WORK TO BE COMPLETED:
Look for the line containing "ring pip: (1097, 780)" in the entries below, then print that line and all that follow it exactly.

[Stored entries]
=== Section Start ===

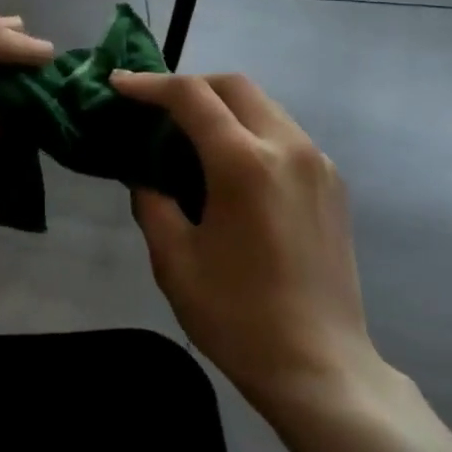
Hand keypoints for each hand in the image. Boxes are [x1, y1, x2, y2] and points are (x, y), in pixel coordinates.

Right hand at [111, 70, 389, 415]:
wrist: (320, 367)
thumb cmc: (237, 317)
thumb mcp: (174, 261)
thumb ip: (152, 204)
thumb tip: (145, 176)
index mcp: (244, 163)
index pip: (191, 97)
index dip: (149, 85)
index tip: (118, 86)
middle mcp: (288, 147)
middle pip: (235, 85)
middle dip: (190, 85)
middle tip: (155, 108)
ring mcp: (318, 163)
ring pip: (264, 106)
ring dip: (223, 106)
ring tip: (189, 135)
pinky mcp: (333, 184)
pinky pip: (285, 134)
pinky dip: (250, 130)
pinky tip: (231, 165)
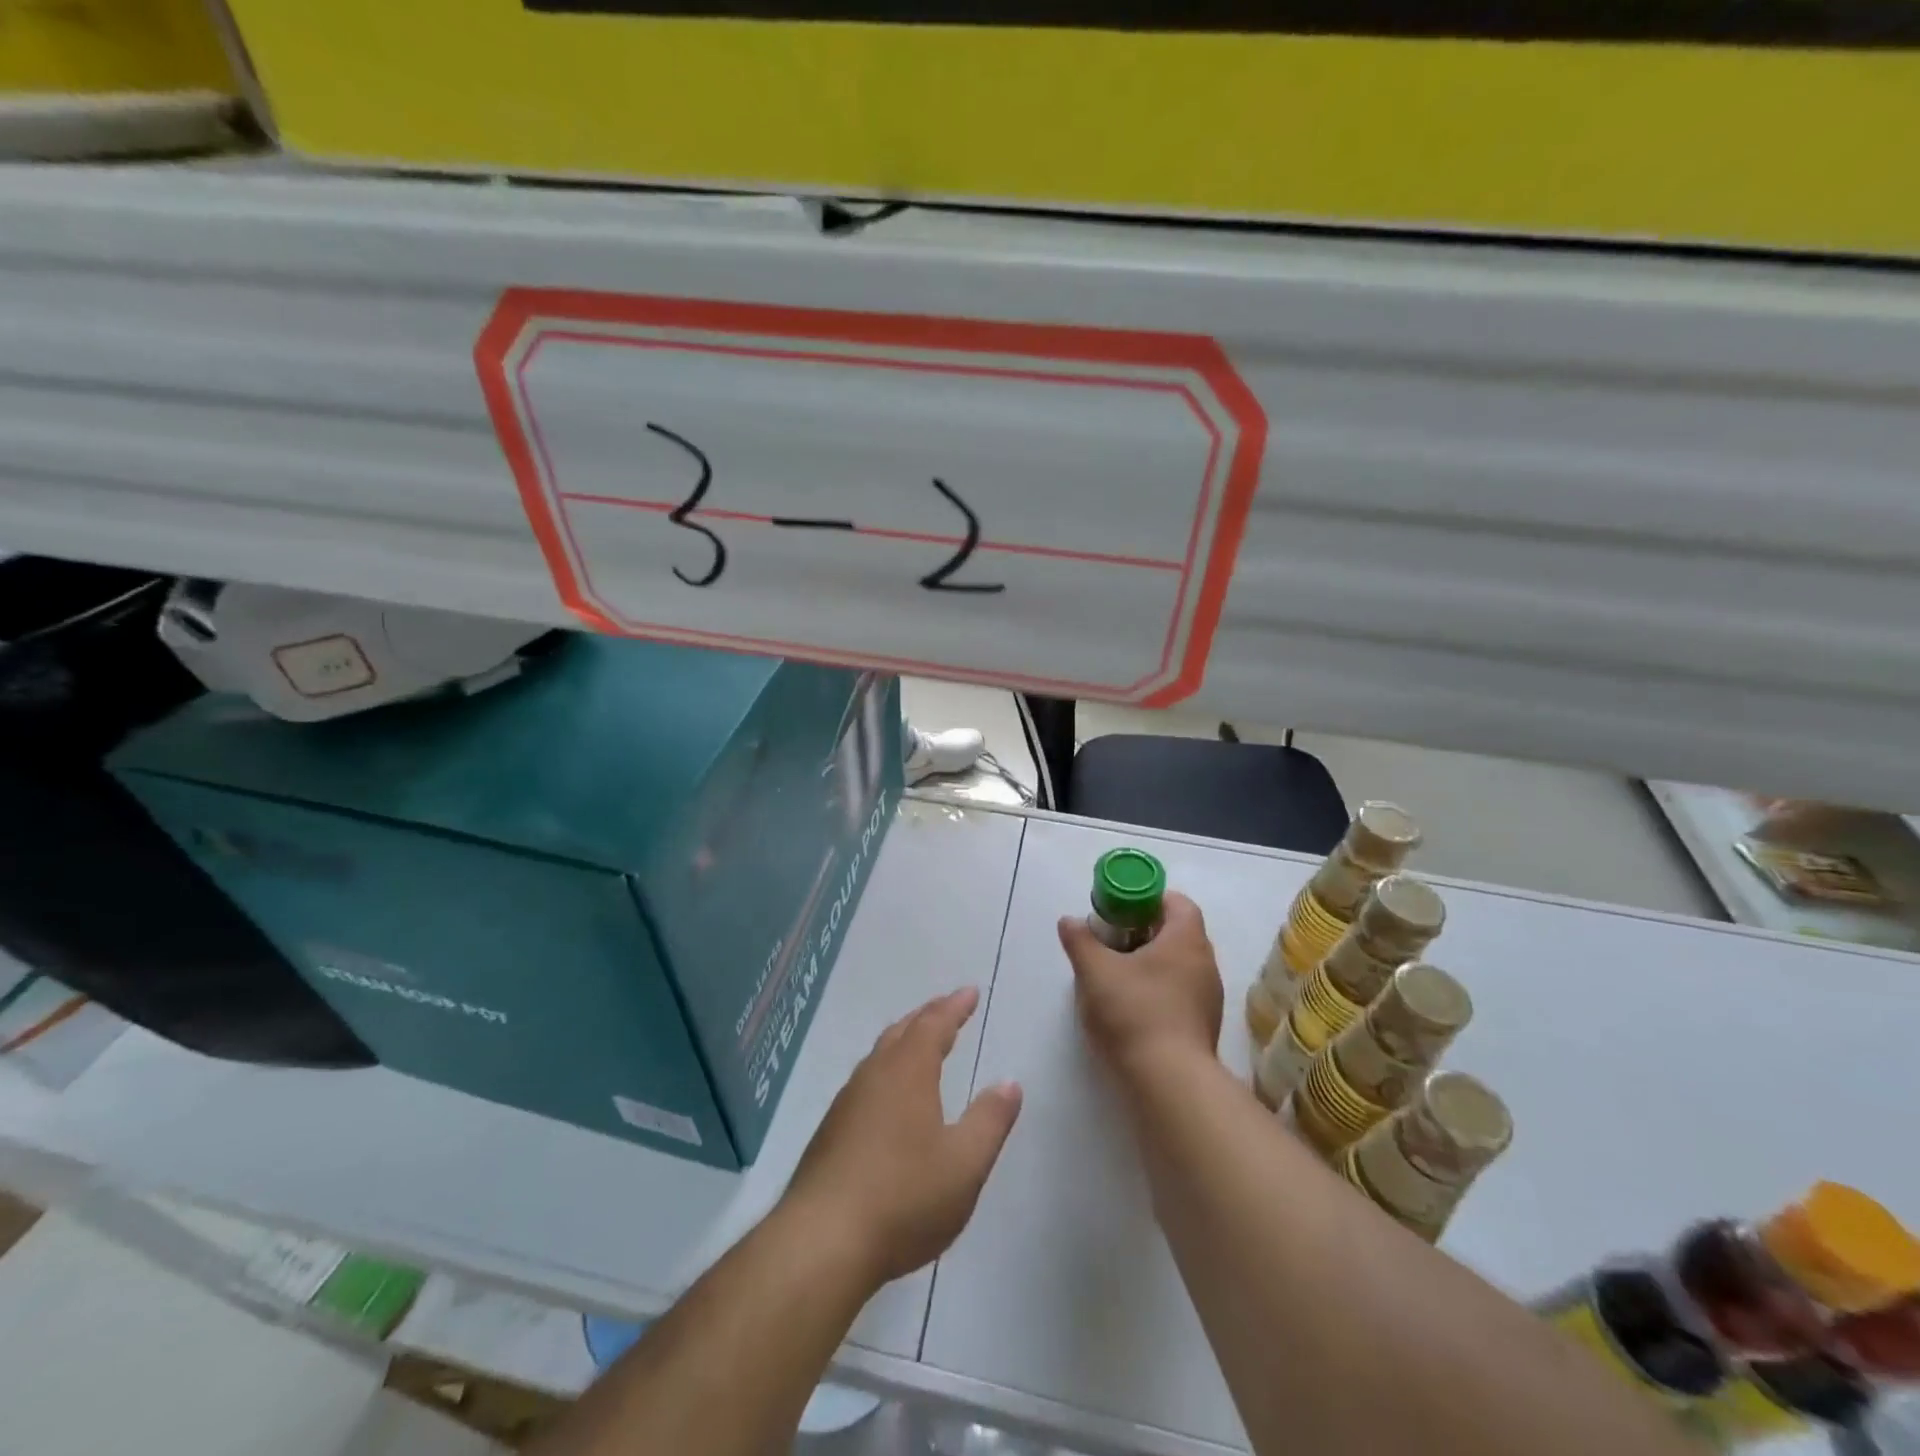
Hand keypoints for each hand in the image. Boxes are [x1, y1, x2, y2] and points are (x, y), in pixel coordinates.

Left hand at [781, 988, 1022, 1289]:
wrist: (821, 1242)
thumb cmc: (903, 1197)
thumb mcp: (964, 1164)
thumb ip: (990, 1121)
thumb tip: (1009, 1083)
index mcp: (908, 1072)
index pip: (934, 1024)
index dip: (954, 1006)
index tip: (970, 992)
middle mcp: (874, 1075)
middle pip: (903, 1032)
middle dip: (928, 1017)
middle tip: (948, 1009)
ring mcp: (847, 1103)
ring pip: (880, 1056)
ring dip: (904, 1042)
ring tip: (920, 1045)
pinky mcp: (830, 1132)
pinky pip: (866, 1082)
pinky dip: (887, 1071)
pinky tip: (889, 1098)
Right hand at [1058, 892, 1222, 1079]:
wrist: (1169, 1082)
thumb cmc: (1134, 1012)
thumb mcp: (1095, 971)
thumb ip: (1080, 940)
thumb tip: (1069, 920)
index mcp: (1186, 940)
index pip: (1177, 902)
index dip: (1149, 898)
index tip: (1121, 908)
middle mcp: (1205, 963)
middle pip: (1178, 933)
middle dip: (1144, 931)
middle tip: (1111, 938)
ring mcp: (1208, 997)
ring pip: (1179, 965)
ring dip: (1151, 962)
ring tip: (1117, 973)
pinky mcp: (1203, 1026)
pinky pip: (1181, 992)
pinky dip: (1158, 989)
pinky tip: (1131, 1006)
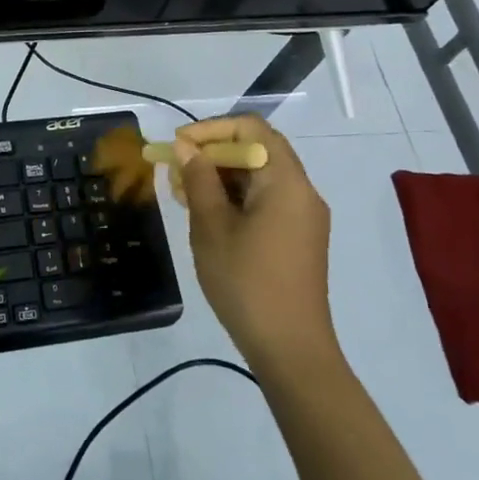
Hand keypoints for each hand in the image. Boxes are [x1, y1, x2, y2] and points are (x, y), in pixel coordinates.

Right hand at [174, 114, 334, 370]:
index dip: (212, 129)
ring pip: (259, 176)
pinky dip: (235, 198)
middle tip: (176, 169)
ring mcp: (302, 216)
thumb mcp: (212, 227)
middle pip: (257, 149)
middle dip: (213, 153)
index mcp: (286, 181)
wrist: (291, 351)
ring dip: (221, 176)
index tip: (179, 145)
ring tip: (183, 193)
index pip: (251, 128)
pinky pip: (265, 200)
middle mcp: (301, 191)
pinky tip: (206, 214)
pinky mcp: (297, 238)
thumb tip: (188, 148)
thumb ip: (199, 180)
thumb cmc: (247, 283)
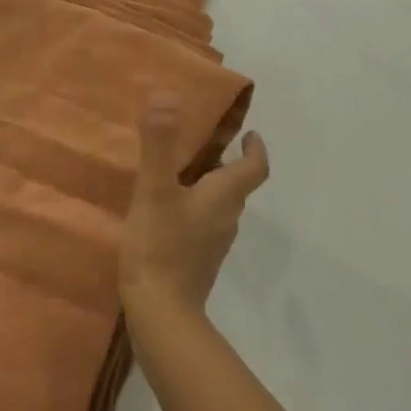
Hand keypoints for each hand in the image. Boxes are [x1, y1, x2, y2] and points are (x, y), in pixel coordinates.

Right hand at [119, 95, 269, 321]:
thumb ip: (159, 144)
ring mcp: (214, 244)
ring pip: (219, 206)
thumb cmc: (160, 246)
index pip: (255, 167)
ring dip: (207, 187)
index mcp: (224, 196)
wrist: (160, 314)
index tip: (248, 133)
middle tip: (200, 145)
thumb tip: (166, 96)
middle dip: (224, 163)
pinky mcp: (198, 262)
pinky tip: (166, 212)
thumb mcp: (155, 189)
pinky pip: (203, 225)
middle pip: (236, 185)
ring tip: (178, 174)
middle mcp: (227, 218)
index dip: (255, 148)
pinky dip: (193, 209)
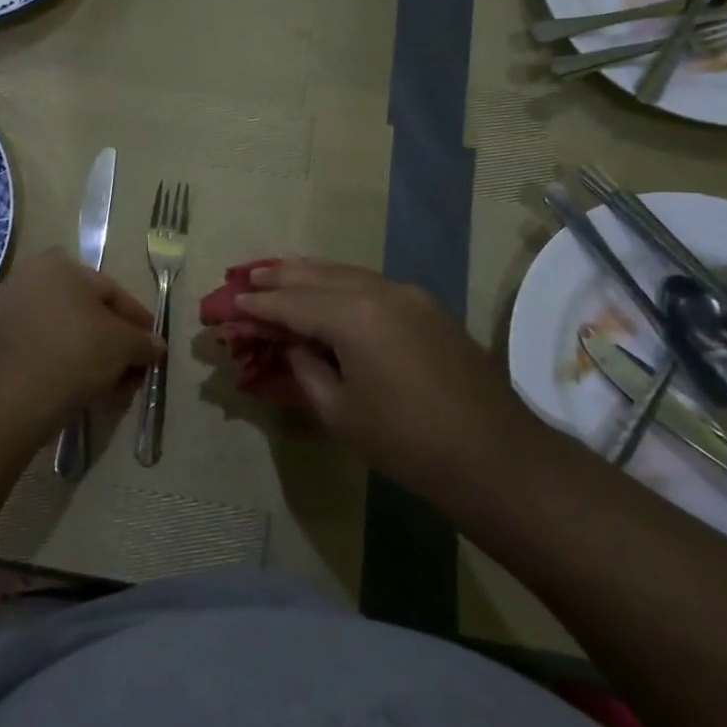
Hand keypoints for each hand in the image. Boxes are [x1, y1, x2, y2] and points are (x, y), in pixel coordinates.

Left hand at [0, 250, 165, 427]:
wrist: (14, 396)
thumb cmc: (76, 351)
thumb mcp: (124, 344)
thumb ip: (143, 341)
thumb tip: (155, 346)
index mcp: (58, 265)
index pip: (110, 291)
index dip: (137, 319)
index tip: (153, 344)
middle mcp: (28, 280)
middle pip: (86, 314)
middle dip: (115, 343)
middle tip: (135, 368)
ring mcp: (8, 313)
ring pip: (65, 335)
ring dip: (93, 358)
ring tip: (114, 387)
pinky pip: (43, 352)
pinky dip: (66, 367)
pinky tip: (87, 391)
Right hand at [238, 259, 513, 473]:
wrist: (494, 455)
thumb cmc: (406, 442)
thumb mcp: (340, 412)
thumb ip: (307, 368)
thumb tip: (294, 344)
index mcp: (354, 316)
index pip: (293, 303)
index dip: (259, 304)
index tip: (232, 302)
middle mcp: (380, 291)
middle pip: (319, 276)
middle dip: (281, 276)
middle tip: (249, 275)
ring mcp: (410, 295)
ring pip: (347, 273)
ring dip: (311, 274)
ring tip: (281, 271)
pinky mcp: (428, 307)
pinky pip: (372, 284)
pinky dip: (342, 283)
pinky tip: (328, 289)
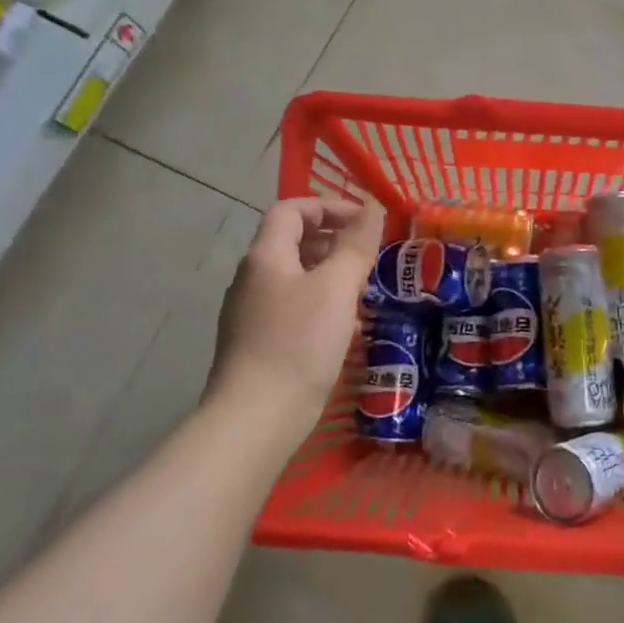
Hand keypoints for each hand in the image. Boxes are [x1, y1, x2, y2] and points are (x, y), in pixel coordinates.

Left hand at [204, 198, 384, 432]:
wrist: (256, 417)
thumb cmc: (299, 342)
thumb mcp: (336, 287)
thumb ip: (356, 245)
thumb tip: (372, 208)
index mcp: (266, 256)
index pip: (291, 210)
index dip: (328, 206)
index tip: (365, 221)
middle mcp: (252, 278)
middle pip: (291, 241)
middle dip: (333, 239)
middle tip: (369, 254)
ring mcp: (251, 312)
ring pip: (294, 276)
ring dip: (329, 273)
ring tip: (362, 288)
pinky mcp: (257, 342)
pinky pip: (292, 306)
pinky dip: (320, 302)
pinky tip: (343, 326)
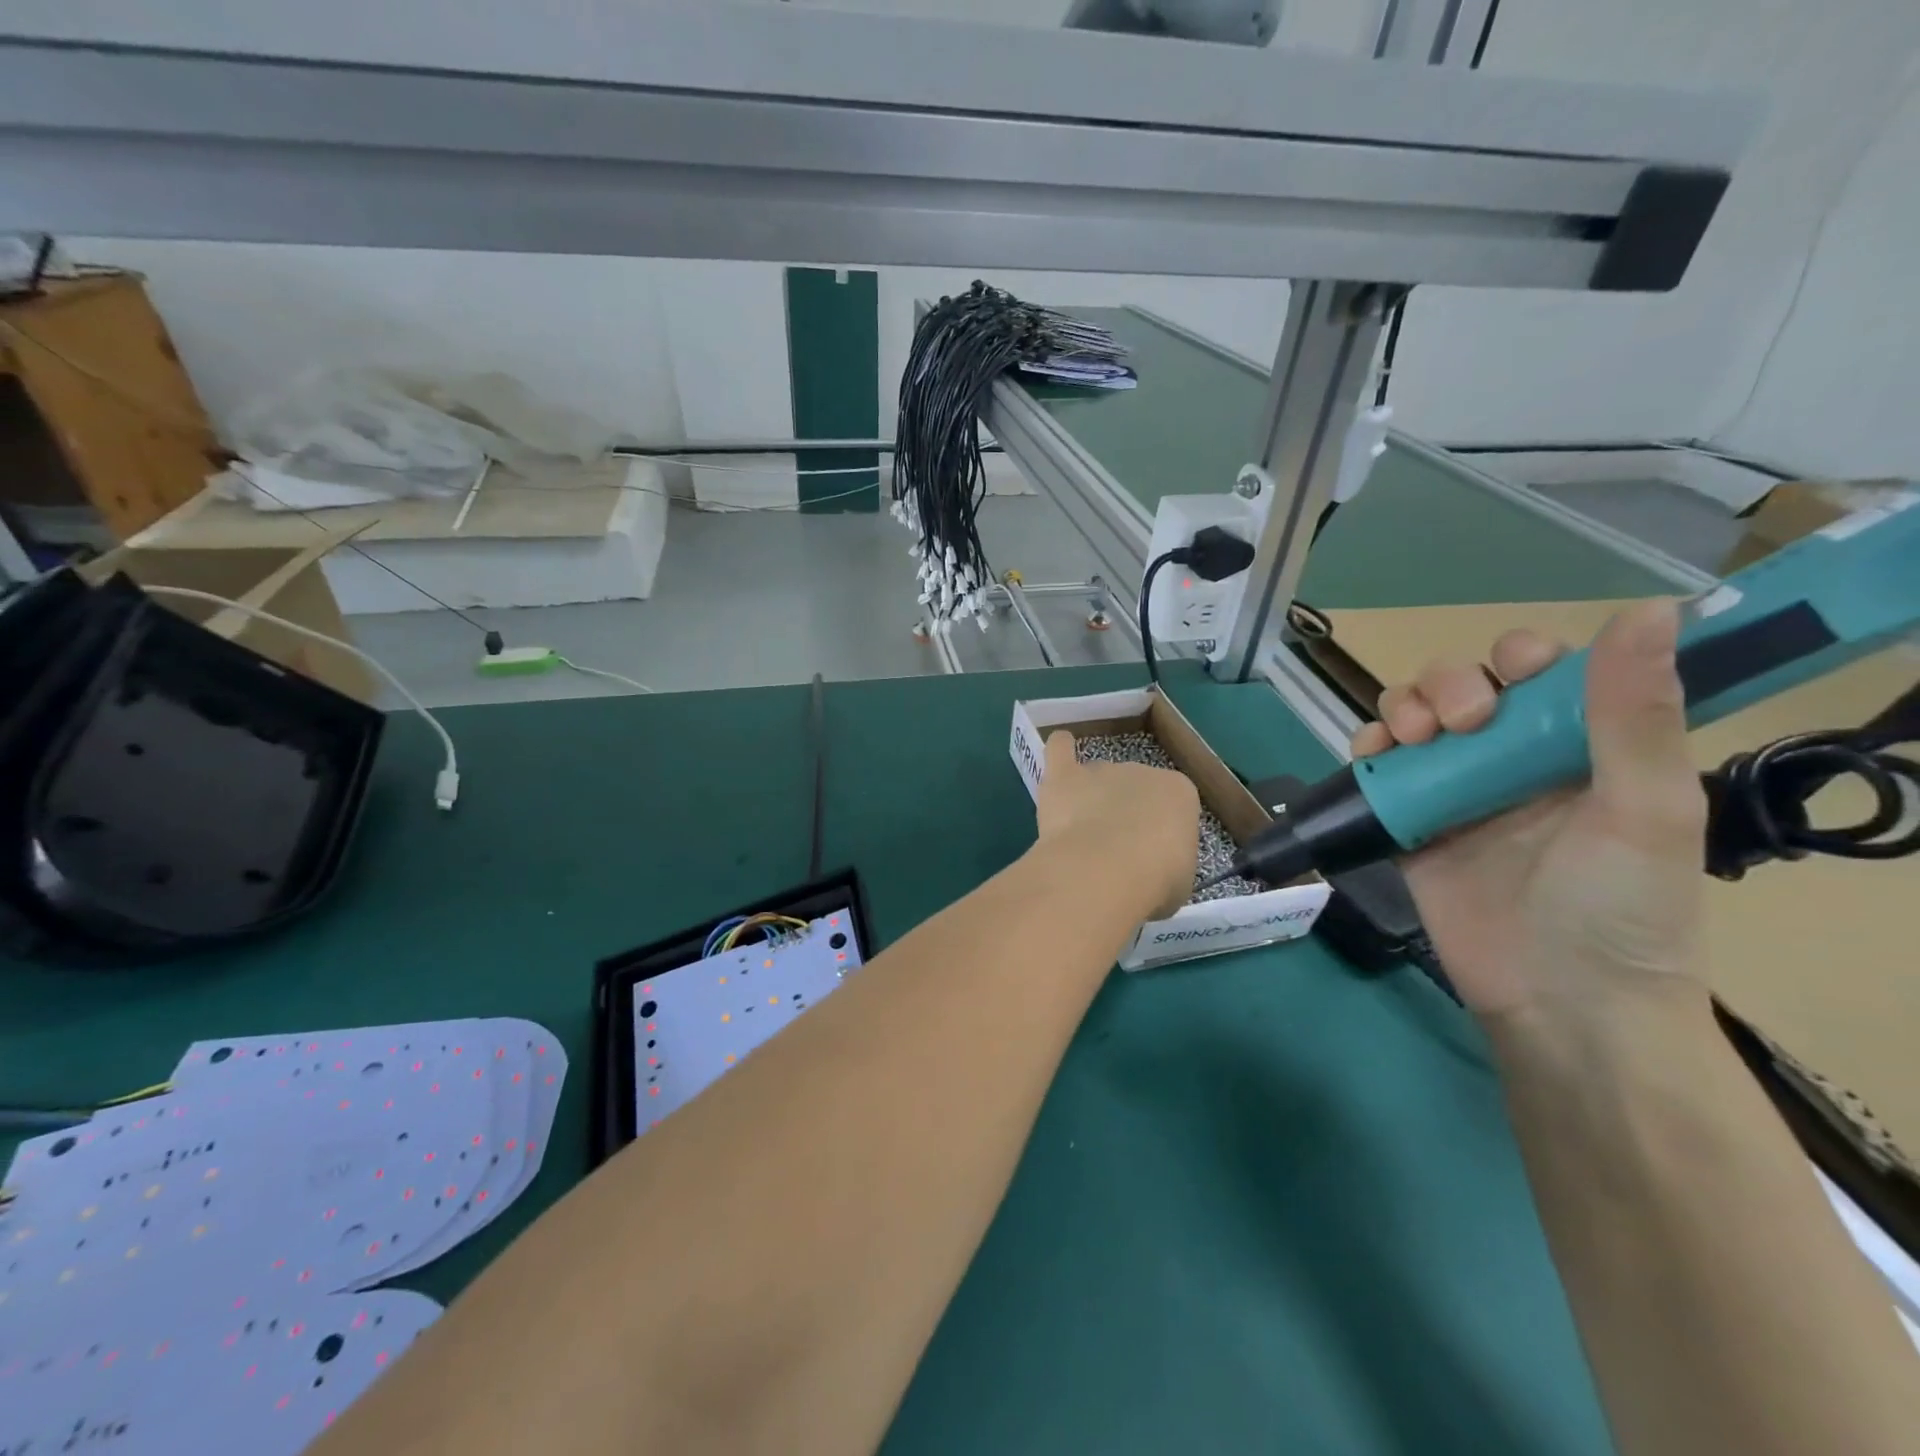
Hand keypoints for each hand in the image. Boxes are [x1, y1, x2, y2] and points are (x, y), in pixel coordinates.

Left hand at [1034, 731, 1199, 919]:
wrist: (1105, 870)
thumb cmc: (1153, 881)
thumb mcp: (1178, 880)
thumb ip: (1164, 863)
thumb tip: (1147, 869)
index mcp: (1179, 793)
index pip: (1172, 806)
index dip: (1159, 835)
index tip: (1150, 859)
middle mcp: (1141, 771)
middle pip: (1132, 791)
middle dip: (1124, 818)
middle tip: (1112, 854)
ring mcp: (1101, 770)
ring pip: (1097, 780)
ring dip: (1091, 801)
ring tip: (1081, 835)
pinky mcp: (1064, 776)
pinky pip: (1060, 749)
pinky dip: (1060, 749)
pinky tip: (1059, 753)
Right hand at [1351, 600, 1708, 1021]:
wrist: (1559, 1005)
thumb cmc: (1619, 907)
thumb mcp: (1645, 808)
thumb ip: (1634, 715)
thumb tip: (1649, 609)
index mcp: (1578, 748)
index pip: (1539, 674)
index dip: (1516, 661)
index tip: (1510, 685)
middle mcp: (1512, 761)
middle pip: (1462, 687)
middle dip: (1447, 686)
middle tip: (1459, 722)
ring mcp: (1455, 792)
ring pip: (1412, 720)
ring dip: (1400, 709)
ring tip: (1408, 738)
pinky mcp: (1409, 824)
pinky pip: (1377, 771)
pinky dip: (1365, 751)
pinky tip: (1372, 757)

=== Section End ===

THE COMPLETED TASK:
ring pip: (1097, 780)
ring dip: (1091, 801)
ring tip: (1081, 835)
pinky mcp: (1064, 776)
pinky pip: (1060, 749)
pinky dip: (1060, 749)
pinky tip: (1059, 753)
Right hand at [1351, 600, 1708, 1021]:
wrist: (1559, 1005)
thumb cmc: (1619, 907)
thumb mcp: (1645, 808)
thumb ip: (1634, 715)
thumb tip: (1649, 609)
index mcp: (1578, 748)
index pip: (1539, 674)
index dip: (1516, 661)
index tip: (1510, 685)
middle mcp: (1512, 761)
middle pip: (1462, 687)
middle dip: (1447, 686)
middle tip: (1459, 722)
ring mcp: (1455, 792)
ring pip: (1412, 720)
ring dip: (1400, 709)
ring tip: (1408, 738)
pinky mcp: (1409, 824)
pinky pip: (1377, 771)
pinky dip: (1365, 751)
pinky tip: (1372, 757)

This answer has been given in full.